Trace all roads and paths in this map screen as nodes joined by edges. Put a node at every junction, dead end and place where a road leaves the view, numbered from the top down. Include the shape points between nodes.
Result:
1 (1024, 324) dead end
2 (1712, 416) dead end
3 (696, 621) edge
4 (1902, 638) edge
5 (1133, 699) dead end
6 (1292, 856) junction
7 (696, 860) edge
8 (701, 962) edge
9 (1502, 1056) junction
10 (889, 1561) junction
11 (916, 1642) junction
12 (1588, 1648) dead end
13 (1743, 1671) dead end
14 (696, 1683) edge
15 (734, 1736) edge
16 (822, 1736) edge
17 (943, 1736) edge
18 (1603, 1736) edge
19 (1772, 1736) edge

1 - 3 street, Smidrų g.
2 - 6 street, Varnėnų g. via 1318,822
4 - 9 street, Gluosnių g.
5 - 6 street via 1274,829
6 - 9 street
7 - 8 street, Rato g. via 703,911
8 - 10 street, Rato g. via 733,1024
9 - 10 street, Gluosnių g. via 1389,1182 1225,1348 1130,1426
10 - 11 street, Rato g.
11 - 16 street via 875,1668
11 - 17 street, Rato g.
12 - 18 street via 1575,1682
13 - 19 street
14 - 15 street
______________________________
Copy the material above back out, exactly as written.

Trace all roads and paths in this map screen as nodes joined by edges. Put a node at every junction, dead end and place where a road leaves the view, numbered from the top down. Include the shape points between nodes.
Result:
1 (1024, 324) dead end
2 (1712, 416) dead end
3 (696, 621) edge
4 (1902, 638) edge
5 (1133, 699) dead end
6 (1292, 856) junction
7 (696, 860) edge
8 (701, 962) edge
9 (1502, 1056) junction
10 (889, 1561) junction
11 (916, 1642) junction
12 (1588, 1648) dead end
13 (1743, 1671) dead end
14 (696, 1683) edge
15 (734, 1736) edge
16 (822, 1736) edge
17 (943, 1736) edge
18 (1603, 1736) edge
19 (1772, 1736) edge

1 - 3 street, Smidrų g.
2 - 6 street, Varnėnų g. via 1318,822
4 - 9 street, Gluosnių g.
5 - 6 street via 1274,829
6 - 9 street
7 - 8 street, Rato g. via 703,911
8 - 10 street, Rato g. via 733,1024
9 - 10 street, Gluosnių g. via 1389,1182 1225,1348 1130,1426
10 - 11 street, Rato g.
11 - 16 street via 875,1668
11 - 17 street, Rato g.
12 - 18 street via 1575,1682
13 - 19 street
14 - 15 street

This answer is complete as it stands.